Work item
Within the material below, transcribe exactly the lines from the one holding "gsave x y translate w h scale" through the one holding "0 563 translate 1 -1 scale", keeping both ends and skipping the rest.

Material provided
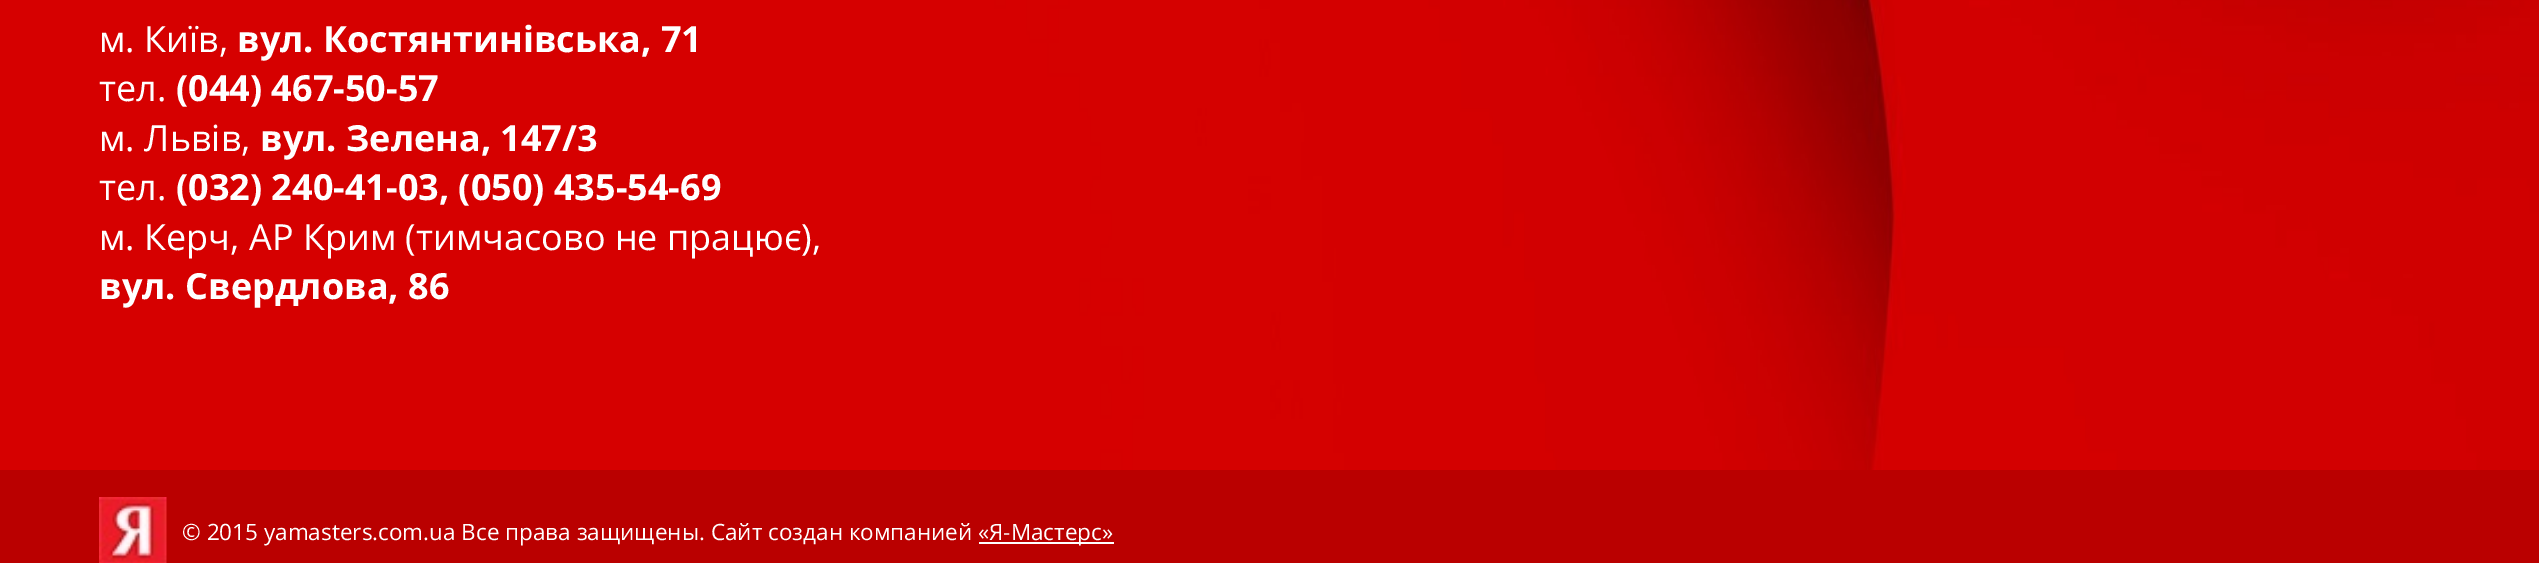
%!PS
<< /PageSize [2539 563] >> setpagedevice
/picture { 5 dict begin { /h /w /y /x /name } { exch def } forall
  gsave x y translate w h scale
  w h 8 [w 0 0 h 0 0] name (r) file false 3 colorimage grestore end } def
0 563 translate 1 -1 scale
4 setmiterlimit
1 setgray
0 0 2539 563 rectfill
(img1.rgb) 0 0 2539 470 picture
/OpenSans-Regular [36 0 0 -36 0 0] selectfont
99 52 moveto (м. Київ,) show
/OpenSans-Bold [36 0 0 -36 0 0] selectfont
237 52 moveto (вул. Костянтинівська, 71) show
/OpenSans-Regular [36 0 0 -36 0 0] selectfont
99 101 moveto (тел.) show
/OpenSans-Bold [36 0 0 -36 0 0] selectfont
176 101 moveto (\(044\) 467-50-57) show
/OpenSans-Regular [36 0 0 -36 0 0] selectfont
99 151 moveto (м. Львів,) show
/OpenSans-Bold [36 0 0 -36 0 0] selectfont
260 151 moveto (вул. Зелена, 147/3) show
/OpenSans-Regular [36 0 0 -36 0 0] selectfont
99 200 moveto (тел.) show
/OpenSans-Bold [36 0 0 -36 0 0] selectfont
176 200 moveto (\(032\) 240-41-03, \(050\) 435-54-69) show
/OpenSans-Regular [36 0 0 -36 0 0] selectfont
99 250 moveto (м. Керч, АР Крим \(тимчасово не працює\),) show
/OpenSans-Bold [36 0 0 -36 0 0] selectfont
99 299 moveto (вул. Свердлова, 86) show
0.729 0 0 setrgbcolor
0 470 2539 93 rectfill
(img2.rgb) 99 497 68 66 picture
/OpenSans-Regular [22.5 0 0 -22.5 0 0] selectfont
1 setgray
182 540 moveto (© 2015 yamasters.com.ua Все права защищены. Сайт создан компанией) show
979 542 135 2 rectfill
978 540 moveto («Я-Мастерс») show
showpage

==

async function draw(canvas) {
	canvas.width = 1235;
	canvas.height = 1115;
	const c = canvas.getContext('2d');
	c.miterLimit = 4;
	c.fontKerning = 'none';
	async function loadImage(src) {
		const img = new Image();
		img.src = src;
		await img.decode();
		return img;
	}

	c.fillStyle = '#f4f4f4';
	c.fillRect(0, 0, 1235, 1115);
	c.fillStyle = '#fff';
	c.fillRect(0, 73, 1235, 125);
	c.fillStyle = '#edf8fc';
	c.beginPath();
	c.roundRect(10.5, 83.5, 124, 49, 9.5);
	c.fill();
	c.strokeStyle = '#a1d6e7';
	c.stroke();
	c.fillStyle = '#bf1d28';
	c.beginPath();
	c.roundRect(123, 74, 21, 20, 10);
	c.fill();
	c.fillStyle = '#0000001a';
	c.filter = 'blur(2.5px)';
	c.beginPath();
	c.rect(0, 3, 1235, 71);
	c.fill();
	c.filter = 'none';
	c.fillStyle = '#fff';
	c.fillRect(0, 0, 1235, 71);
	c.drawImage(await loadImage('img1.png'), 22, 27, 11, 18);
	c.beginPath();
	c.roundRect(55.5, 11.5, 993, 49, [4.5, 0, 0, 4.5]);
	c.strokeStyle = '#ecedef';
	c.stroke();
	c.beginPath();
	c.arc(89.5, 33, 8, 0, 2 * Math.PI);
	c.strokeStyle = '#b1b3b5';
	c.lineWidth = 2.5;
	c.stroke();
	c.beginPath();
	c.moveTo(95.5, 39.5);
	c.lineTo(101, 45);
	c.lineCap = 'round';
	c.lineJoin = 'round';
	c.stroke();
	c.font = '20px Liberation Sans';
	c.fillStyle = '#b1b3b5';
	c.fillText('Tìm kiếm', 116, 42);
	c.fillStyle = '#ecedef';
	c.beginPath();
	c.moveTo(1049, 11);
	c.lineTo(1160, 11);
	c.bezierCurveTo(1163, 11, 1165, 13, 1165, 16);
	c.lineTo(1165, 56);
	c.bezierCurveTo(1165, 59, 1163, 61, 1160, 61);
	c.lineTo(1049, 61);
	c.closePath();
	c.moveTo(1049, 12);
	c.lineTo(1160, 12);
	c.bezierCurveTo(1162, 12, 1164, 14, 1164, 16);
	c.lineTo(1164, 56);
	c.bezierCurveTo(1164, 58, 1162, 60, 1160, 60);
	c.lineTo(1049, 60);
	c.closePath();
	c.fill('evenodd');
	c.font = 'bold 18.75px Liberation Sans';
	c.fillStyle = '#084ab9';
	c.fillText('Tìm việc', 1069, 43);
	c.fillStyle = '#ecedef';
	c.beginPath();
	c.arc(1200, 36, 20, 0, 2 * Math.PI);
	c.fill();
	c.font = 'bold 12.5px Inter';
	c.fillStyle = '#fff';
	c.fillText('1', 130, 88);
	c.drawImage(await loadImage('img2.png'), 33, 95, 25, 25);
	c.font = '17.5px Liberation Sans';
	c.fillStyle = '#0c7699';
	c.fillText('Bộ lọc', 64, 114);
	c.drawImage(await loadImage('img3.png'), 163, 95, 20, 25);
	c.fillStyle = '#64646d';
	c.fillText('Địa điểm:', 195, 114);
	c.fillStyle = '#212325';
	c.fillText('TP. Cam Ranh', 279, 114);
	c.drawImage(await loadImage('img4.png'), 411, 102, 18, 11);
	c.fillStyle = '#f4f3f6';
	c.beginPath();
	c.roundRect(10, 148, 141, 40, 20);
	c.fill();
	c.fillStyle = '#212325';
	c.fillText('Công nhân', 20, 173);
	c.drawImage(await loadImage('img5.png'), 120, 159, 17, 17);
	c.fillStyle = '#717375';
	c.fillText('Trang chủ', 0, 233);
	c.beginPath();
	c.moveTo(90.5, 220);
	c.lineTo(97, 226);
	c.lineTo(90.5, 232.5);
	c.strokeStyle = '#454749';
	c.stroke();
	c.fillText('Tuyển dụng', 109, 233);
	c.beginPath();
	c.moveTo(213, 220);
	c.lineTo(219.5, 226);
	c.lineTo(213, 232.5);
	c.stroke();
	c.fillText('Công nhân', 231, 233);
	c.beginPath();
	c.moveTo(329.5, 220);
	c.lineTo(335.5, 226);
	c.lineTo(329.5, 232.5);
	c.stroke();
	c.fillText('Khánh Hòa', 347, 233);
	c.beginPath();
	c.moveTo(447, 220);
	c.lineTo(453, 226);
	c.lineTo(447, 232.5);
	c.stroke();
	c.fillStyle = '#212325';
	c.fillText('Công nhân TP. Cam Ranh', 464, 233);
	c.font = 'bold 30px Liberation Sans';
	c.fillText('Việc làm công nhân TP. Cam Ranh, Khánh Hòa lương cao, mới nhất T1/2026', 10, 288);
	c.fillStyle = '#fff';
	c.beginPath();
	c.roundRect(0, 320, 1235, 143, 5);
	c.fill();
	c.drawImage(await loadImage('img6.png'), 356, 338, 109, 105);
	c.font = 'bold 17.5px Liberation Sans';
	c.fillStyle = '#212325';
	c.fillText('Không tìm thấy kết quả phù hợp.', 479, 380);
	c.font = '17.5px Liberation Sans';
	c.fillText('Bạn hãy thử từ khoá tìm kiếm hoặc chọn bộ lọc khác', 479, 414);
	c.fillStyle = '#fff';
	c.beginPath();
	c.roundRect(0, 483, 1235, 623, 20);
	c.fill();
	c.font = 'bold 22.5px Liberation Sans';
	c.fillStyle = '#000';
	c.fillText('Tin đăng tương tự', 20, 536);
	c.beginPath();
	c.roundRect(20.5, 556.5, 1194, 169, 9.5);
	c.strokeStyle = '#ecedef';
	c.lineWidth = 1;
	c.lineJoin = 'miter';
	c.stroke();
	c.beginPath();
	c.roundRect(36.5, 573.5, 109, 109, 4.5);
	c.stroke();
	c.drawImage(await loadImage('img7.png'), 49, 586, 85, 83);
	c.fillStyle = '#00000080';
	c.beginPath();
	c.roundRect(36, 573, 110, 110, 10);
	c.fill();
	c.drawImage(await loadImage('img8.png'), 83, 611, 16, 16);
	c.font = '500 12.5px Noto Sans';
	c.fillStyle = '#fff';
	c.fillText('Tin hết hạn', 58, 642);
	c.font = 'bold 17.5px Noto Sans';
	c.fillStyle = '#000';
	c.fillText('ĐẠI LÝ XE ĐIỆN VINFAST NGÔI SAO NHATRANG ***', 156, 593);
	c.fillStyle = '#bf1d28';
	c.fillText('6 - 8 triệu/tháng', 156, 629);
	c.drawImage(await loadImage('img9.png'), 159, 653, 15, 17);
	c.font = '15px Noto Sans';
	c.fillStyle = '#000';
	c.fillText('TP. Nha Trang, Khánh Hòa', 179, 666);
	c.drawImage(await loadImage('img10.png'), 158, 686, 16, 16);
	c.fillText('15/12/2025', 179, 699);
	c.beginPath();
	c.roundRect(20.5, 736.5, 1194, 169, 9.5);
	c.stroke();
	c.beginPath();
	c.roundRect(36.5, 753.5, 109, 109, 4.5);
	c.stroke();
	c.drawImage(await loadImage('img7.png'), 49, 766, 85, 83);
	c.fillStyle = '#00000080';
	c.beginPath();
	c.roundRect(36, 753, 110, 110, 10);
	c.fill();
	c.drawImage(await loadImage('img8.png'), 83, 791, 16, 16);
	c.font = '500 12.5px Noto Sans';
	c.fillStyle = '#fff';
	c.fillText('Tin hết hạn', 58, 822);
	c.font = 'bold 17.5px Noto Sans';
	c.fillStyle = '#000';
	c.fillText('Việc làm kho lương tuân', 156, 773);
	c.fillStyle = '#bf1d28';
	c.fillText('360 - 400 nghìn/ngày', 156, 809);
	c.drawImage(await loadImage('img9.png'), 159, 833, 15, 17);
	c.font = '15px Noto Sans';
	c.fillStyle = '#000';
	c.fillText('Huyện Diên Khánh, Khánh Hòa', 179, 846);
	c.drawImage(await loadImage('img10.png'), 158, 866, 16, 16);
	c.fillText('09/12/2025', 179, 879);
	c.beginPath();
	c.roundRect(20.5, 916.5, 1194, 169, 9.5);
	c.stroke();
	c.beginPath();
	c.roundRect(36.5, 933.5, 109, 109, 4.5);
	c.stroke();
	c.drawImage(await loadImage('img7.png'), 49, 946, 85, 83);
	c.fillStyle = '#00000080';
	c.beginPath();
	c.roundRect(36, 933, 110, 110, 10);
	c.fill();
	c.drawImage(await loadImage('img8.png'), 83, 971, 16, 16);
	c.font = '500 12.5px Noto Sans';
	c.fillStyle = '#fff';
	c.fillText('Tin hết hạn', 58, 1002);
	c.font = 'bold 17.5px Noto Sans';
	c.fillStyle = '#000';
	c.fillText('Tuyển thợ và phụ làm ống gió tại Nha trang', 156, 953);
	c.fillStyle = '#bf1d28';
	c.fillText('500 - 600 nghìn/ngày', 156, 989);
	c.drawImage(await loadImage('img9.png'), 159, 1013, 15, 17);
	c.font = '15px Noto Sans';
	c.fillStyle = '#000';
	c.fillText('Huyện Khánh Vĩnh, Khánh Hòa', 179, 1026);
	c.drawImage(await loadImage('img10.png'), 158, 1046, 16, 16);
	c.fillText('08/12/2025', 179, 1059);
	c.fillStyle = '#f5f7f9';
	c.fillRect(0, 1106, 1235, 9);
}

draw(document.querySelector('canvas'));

Written response
  gsave x y translate w h scale
  w h 8 [w 0 0 h 0 0] name (r) file false 3 colorimage grestore end } def
0 563 translate 1 -1 scale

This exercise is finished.